Assignment:
The lines from the start of the data through the line containing "Please list the" are to be reproduced exactly, both ends included.

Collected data
_ _ _ _ _

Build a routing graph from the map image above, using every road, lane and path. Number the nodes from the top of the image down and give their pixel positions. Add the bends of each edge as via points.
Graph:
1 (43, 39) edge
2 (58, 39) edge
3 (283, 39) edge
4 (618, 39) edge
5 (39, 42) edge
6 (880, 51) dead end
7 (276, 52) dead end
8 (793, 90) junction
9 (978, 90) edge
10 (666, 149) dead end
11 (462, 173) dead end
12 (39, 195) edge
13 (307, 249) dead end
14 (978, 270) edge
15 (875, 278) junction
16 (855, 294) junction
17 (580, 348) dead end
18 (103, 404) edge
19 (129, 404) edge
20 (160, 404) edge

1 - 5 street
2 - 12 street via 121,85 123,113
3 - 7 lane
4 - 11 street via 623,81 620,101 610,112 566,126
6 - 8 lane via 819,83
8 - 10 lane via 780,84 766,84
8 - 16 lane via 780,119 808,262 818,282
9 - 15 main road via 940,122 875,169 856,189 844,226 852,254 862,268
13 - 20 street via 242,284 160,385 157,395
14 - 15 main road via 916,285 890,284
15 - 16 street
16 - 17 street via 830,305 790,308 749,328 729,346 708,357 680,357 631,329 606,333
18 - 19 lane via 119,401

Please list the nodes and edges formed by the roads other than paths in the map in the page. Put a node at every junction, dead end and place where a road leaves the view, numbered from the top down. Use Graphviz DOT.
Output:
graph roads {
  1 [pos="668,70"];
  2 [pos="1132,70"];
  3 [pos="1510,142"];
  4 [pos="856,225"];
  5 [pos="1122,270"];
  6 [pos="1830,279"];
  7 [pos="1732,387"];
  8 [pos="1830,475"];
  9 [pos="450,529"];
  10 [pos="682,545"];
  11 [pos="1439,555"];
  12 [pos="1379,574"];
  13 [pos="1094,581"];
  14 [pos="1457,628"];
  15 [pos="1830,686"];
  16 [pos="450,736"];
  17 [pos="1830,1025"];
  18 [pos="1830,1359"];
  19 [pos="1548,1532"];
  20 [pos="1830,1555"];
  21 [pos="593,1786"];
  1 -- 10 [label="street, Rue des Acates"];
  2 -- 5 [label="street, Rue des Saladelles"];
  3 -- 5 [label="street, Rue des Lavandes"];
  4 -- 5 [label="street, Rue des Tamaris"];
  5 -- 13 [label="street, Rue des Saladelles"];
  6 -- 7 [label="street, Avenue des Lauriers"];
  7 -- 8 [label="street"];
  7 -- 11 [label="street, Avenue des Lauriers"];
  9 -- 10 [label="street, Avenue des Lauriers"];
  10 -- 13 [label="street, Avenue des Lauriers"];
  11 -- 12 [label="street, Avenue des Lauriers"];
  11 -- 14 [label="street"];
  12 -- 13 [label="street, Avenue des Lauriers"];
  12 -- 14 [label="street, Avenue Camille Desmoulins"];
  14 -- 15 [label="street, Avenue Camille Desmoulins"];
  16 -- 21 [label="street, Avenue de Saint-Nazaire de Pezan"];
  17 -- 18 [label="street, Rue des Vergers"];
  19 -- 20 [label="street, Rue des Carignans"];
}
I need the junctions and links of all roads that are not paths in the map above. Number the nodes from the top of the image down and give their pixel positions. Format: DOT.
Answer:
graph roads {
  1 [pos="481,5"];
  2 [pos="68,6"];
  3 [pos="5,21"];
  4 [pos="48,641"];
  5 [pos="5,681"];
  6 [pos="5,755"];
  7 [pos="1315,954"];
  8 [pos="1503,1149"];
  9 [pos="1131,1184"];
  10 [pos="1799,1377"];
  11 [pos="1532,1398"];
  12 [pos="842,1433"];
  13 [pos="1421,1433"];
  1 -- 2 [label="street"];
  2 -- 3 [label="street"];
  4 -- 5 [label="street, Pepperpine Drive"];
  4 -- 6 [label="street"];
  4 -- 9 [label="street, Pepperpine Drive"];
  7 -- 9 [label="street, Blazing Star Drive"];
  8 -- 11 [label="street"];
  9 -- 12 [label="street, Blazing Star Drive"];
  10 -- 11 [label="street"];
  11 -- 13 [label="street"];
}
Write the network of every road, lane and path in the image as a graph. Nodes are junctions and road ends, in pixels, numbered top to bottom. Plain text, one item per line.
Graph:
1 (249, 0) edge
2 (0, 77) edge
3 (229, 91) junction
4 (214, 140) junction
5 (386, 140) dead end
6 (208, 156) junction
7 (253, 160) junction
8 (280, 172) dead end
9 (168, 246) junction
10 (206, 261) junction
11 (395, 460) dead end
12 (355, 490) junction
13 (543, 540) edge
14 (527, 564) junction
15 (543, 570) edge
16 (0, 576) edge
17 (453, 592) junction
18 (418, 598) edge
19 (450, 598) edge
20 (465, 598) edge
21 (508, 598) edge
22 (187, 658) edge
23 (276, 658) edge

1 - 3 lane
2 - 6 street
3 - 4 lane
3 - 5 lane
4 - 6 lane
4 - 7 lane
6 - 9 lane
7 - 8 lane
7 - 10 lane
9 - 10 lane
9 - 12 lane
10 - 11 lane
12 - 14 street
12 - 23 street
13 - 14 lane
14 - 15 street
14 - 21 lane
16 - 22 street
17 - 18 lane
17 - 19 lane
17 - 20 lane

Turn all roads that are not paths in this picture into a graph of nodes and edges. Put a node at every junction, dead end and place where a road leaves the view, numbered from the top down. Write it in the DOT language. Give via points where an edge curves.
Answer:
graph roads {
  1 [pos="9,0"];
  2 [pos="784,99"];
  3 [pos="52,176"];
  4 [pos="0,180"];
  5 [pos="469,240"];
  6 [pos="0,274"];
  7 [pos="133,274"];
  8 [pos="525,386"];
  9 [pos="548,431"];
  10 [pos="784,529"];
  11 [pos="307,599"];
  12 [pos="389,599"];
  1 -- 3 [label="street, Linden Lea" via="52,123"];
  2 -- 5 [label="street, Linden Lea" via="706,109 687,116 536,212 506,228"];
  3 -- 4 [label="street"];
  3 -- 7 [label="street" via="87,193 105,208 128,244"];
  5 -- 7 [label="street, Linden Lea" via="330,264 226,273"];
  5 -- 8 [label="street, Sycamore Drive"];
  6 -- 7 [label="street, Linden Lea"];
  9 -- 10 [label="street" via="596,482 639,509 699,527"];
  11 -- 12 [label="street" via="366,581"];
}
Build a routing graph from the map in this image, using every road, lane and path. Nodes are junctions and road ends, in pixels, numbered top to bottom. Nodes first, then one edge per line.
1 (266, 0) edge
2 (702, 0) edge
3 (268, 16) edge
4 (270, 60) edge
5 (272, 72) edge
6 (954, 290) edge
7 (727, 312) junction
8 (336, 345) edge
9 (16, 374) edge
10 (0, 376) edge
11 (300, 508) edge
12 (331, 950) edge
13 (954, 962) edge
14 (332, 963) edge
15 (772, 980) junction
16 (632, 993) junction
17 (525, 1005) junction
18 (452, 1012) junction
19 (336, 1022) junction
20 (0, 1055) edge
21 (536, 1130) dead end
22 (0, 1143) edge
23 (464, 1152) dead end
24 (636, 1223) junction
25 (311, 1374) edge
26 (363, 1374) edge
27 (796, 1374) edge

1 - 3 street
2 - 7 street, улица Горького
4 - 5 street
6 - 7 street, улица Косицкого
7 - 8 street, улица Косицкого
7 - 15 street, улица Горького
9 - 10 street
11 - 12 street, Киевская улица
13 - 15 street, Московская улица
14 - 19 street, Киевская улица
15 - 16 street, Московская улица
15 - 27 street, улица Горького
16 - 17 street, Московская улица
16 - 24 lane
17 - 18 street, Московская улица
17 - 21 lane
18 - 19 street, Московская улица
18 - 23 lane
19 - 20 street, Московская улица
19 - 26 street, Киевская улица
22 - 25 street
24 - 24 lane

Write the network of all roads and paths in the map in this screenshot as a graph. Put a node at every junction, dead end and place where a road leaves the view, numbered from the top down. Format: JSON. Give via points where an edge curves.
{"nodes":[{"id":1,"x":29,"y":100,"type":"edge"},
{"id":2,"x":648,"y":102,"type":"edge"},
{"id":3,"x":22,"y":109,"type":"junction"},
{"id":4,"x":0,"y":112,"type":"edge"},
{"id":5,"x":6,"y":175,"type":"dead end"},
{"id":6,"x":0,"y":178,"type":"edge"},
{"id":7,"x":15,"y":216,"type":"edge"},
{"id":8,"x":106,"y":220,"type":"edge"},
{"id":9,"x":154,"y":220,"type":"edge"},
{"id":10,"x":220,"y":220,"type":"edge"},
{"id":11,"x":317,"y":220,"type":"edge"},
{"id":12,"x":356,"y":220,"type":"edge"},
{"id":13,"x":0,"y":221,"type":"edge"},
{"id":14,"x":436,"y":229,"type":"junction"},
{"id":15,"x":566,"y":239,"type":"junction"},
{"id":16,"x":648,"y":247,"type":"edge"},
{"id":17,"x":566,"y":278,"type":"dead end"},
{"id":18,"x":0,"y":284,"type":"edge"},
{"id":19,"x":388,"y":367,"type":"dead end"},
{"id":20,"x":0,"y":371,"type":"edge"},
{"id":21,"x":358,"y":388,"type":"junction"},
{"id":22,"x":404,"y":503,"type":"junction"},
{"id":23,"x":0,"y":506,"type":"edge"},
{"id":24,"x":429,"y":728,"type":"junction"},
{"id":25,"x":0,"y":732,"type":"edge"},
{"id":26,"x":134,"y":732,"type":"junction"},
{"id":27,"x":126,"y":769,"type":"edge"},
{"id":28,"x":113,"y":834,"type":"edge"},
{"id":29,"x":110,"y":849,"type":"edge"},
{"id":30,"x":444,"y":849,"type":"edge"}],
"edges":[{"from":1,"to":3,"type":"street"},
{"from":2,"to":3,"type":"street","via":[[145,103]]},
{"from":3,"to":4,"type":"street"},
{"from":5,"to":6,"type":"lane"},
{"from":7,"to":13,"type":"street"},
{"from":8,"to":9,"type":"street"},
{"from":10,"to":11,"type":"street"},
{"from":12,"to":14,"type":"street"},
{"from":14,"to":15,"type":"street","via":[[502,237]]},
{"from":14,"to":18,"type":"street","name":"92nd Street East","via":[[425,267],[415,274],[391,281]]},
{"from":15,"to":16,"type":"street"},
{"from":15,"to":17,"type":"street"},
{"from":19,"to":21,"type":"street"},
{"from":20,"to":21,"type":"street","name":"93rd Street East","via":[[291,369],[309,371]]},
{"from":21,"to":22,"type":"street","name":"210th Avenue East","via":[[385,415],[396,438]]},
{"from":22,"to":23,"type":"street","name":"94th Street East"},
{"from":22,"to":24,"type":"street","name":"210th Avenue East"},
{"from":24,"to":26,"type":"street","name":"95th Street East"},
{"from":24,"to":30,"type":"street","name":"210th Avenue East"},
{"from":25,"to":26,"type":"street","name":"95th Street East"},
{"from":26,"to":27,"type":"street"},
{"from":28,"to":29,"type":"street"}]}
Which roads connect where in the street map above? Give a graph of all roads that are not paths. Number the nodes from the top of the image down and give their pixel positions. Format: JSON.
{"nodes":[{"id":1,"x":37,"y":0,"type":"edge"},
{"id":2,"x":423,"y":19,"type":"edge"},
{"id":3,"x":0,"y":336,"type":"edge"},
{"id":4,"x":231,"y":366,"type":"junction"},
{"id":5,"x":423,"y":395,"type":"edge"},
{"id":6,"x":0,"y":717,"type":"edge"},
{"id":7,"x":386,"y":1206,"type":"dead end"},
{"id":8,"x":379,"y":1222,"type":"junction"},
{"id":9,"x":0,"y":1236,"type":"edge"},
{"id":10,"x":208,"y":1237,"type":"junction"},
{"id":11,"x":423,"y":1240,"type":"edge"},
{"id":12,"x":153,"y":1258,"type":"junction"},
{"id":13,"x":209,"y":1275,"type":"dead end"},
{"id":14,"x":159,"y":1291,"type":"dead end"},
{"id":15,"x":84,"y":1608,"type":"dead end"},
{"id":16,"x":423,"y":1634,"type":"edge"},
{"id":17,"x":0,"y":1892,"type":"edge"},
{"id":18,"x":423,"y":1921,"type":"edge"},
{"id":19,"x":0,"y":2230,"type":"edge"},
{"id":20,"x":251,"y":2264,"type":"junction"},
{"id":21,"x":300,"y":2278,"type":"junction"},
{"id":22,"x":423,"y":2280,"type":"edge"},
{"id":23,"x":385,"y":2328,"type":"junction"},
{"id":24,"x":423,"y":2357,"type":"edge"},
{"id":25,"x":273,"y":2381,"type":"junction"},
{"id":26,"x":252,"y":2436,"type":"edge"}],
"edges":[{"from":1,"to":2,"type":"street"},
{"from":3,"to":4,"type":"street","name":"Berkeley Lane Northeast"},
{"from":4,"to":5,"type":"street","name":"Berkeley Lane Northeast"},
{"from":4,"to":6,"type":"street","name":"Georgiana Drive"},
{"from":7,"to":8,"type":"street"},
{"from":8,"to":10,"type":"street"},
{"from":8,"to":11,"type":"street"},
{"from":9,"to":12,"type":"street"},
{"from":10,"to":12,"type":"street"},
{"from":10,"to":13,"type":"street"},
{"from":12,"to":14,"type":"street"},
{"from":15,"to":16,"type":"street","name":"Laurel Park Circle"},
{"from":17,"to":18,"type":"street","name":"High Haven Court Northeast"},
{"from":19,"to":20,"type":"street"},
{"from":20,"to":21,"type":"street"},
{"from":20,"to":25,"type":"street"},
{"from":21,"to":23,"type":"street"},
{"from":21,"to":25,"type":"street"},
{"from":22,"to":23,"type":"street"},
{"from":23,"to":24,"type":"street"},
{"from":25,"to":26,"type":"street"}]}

_ _ _ _ _

Expected answer:
Build a routing graph from the map image above, using every road, lane and path. Number the nodes from the top of the image down and give their pixel positions. Add the bends of each edge as via points.
Graph:
1 (43, 39) edge
2 (58, 39) edge
3 (283, 39) edge
4 (618, 39) edge
5 (39, 42) edge
6 (880, 51) dead end
7 (276, 52) dead end
8 (793, 90) junction
9 (978, 90) edge
10 (666, 149) dead end
11 (462, 173) dead end
12 (39, 195) edge
13 (307, 249) dead end
14 (978, 270) edge
15 (875, 278) junction
16 (855, 294) junction
17 (580, 348) dead end
18 (103, 404) edge
19 (129, 404) edge
20 (160, 404) edge

1 - 5 street
2 - 12 street via 121,85 123,113
3 - 7 lane
4 - 11 street via 623,81 620,101 610,112 566,126
6 - 8 lane via 819,83
8 - 10 lane via 780,84 766,84
8 - 16 lane via 780,119 808,262 818,282
9 - 15 main road via 940,122 875,169 856,189 844,226 852,254 862,268
13 - 20 street via 242,284 160,385 157,395
14 - 15 main road via 916,285 890,284
15 - 16 street
16 - 17 street via 830,305 790,308 749,328 729,346 708,357 680,357 631,329 606,333
18 - 19 lane via 119,401

Please list the nodes and edges formed by the roads other than paths in the map in the page. Put a node at every junction, dead end and place where a road leaves the view, numbered from the top down. Use Graphviz DOT.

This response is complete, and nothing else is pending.